▶ **ABOUT THIS TASK**
Copy out, exactly as written, only the line containing "middle pip: (592, 230)" and the lines after it through the end of the records.

-=-=-

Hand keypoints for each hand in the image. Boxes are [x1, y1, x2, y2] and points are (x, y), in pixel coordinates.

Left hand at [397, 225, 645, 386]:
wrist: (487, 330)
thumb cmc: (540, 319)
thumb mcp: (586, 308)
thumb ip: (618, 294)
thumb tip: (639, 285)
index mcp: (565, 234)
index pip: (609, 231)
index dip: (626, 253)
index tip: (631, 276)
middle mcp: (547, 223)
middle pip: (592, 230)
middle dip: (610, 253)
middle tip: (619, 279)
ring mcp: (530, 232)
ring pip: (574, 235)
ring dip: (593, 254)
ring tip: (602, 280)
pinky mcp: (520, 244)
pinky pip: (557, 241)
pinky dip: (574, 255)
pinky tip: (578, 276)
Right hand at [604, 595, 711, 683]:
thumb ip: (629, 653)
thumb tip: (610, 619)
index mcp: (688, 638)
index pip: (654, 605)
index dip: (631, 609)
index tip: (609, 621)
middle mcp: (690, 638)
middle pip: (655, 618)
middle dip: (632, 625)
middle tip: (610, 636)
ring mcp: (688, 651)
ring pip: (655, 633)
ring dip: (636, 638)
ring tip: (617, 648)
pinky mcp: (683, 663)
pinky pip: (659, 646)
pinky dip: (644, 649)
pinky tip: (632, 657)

-=-=-

▶ **EXERCISE OUTPUT**
middle pip: (592, 230)
middle dip: (610, 253)
middle tip: (619, 279)
ring mcp: (530, 232)
ring pip: (574, 235)
ring dip: (593, 254)
ring tip: (602, 280)
pinky mcp: (520, 244)
pinky pip: (557, 241)
pinky dip: (574, 255)
pinky tip: (578, 276)
Right hand at [604, 595, 711, 683]:
thumb ip: (629, 653)
thumb tip: (610, 619)
index mcp: (688, 638)
index pip: (654, 605)
index dip: (631, 609)
index tip: (609, 621)
middle mcp: (690, 638)
middle pip: (655, 618)
middle dip: (632, 625)
middle tip: (610, 636)
ring mcp: (688, 651)
ring pip: (655, 633)
ring dip: (636, 638)
ring tip: (617, 648)
pinky mcp: (683, 663)
pinky pip: (659, 646)
pinky dip: (644, 649)
pinky tip: (632, 657)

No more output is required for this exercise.